Hadoop Notebook

Hadoop - IO

  1. Input to the Mapper as files are read from the HDFS.
  2. Output from the Mapper that is spilled to local disk.
  3. Network I/O between the Reducer and Mapper, as the Reducer’s retrieve files from the Mapper nodes.
  4. Merge to local disk on the Reducer node as the partitions received from the Mapper nodes are fully sorted on the Reducer node.
  5. Reading back from the local disk as records are made available to the reduce method on the Reducer instance.
  6. Output from the Reducer- this is written back to the HDFS.

串行化

传输、存储都需要

Writable接口

Avro框架:IDL,版本支持,跨语言,JSON-linke

压缩

能够减少磁盘的占用空间和网络传输的量

Compressed Size, Speed, Splittable

gzip, bzip2, LZO, LZ4, Snappy

要比较各种压缩算法的压缩比和性能

重点:压缩和拆分一般是冲突的(压缩后的文件的block是不能很好地拆分独立运行,很多时候某个文件的拆分点是被拆分到两个压缩文件中,这时Map任务就无法处理,所以对于这些压缩,Hadoop往往是直接使用一个Map任务处理整个文件的分析)

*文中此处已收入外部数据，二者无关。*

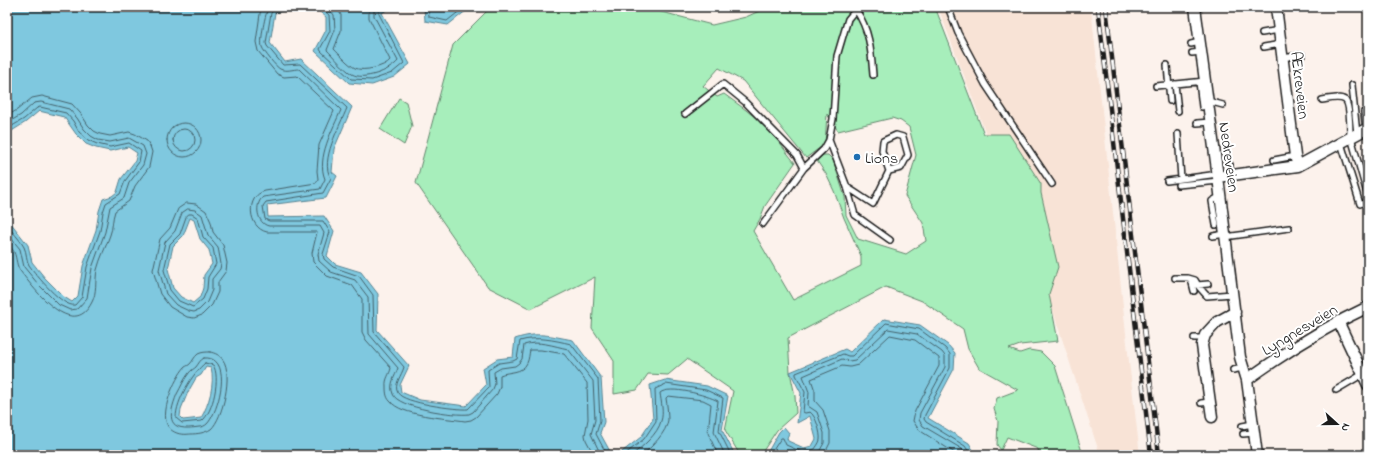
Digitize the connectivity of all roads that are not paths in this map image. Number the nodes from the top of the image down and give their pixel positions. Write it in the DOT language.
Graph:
graph roads {
  1 [pos="948,7"];
  2 [pos="1195,7"];
  3 [pos="1276,7"];
  4 [pos="857,8"];
  5 [pos="1279,30"];
  6 [pos="1262,33"];
  7 [pos="1281,44"];
  8 [pos="1264,47"];
  9 [pos="1302,55"];
  10 [pos="1282,58"];
  11 [pos="1167,65"];
  12 [pos="873,76"];
  13 [pos="1202,82"];
  14 [pos="1175,84"];
  15 [pos="1168,85"];
  16 [pos="1352,85"];
  17 [pos="1156,86"];
  18 [pos="1322,100"];
  19 [pos="1170,101"];
  20 [pos="1205,104"];
  21 [pos="1222,105"];
  22 [pos="1178,111"];
  23 [pos="1364,112"];
  24 [pos="685,114"];
  25 [pos="1211,122"];
  26 [pos="1197,123"];
  27 [pos="1178,134"];
  28 [pos="1356,135"];
  29 [pos="829,140"];
  30 [pos="1295,156"];
  31 [pos="1274,160"];
  32 [pos="1230,165"];
  33 [pos="1298,166"];
  34 [pos="804,168"];
  35 [pos="889,171"];
  36 [pos="1230,176"];
  37 [pos="1218,177"];
  38 [pos="1181,179"];
  39 [pos="1167,181"];
  40 [pos="1052,184"];
  41 [pos="1178,185"];
  42 [pos="847,187"];
  43 [pos="1220,196"];
  44 [pos="1368,197"];
  45 [pos="1360,204"];
  46 [pos="763,224"];
  47 [pos="1216,225"];
  48 [pos="1289,228"];
  49 [pos="1213,236"];
  50 [pos="1225,236"];
  51 [pos="890,240"];
  52 [pos="1175,278"];
  53 [pos="1191,279"];
  54 [pos="1208,284"];
  55 [pos="1197,285"];
  56 [pos="1194,291"];
  57 [pos="1232,294"];
  58 [pos="1368,307"];
  59 [pos="1235,312"];
  60 [pos="1338,321"];
  61 [pos="1244,368"];
  62 [pos="1233,370"];
  63 [pos="1363,374"];
  64 [pos="1247,380"];
  65 [pos="1368,385"];
  66 [pos="1336,390"];
  67 [pos="1212,417"];
  68 [pos="1242,426"];
  69 [pos="1254,429"];
  70 [pos="1243,434"];
  71 [pos="1257,455"];
  1 -- 40 [label="lane"];
  2 -- 13 [label="street, Nedreveien"];
  3 -- 5 [label="street, Ækreveien"];
  4 -- 12 [label="lane"];
  4 -- 29 [label="lane"];
  5 -- 6 [label="lane"];
  5 -- 7 [label="street, Ækreveien"];
  7 -- 8 [label="lane"];
  7 -- 10 [label="street, Ækreveien"];
  9 -- 10 [label="lane"];
  10 -- 30 [label="street, Ækreveien"];
  11 -- 15 [label="lane"];
  13 -- 14 [label="lane"];
  13 -- 20 [label="street, Nedreveien"];
  14 -- 15 [label="lane"];
  14 -- 22 [label="lane"];
  15 -- 17 [label="lane"];
  15 -- 19 [label="lane"];
  16 -- 28 [label="lane"];
  18 -- 28 [label="lane"];
  20 -- 21 [label="lane"];
  20 -- 25 [label="street, Nedreveien"];
  23 -- 28 [label="lane"];
  24 -- 34 [label="lane"];
  25 -- 26 [label="lane"];
  25 -- 37 [label="street, Nedreveien"];
  27 -- 38 [label="lane"];
  28 -- 33 [label="street"];
  28 -- 44 [label="lane"];
  28 -- 45 [label="lane"];
  29 -- 34 [label="lane"];
  29 -- 42 [label="lane"];
  30 -- 31 [label="lane"];
  30 -- 33 [label="street, Ækreveien"];
  32 -- 36 [label="lane"];
  33 -- 36 [label="street"];
  34 -- 46 [label="lane"];
  35 -- 35 [label="lane"];
  35 -- 42 [label="lane"];
  36 -- 37 [label="street"];
  37 -- 38 [label="lane"];
  37 -- 41 [label="lane"];
  37 -- 43 [label="street, Nedreveien"];
  38 -- 39 [label="lane"];
  42 -- 51 [label="lane"];
  43 -- 47 [label="lane"];
  43 -- 50 [label="street, Nedreveien"];
  48 -- 50 [label="lane"];
  49 -- 50 [label="lane"];
  50 -- 57 [label="street, Nedreveien"];
  52 -- 53 [label="lane"];
  53 -- 55 [label="lane"];
  53 -- 56 [label="lane"];
  54 -- 55 [label="lane"];
  55 -- 57 [label="lane"];
  57 -- 59 [label="street, Nedreveien"];
  58 -- 60 [label="street, Lyngnesveien"];
  59 -- 61 [label="street, Nedreveien"];
  59 -- 67 [label="street"];
  60 -- 63 [label="street"];
  60 -- 64 [label="street, Lyngnesveien"];
  61 -- 62 [label="lane"];
  61 -- 64 [label="street, Nedreveien"];
  63 -- 65 [label="street"];
  63 -- 66 [label="lane"];
  64 -- 69 [label="street, Nedreveien"];
  68 -- 69 [label="lane"];
  69 -- 70 [label="lane"];
  69 -- 71 [label="street, Nedreveien"];
}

Map的输出结果也可以进行压缩,这样可以减少Map结果到Reduce的传输的数据量,加快传输速率

完整性

磁盘和网络很容易出错,保证数据传输的完整性一般是通过CRC32这种校验法

每次写数据到磁盘前都验证一下,同时保存校验码

每次读取数据时,也验证校验码,避免磁盘问题

同时每个datanode都会定时检查每一个block的完整性

当发现某个block数据有问题时,也不是立刻报错,而是先去Namenode找一块该数据的完整备份进行恢复,不能恢复才报错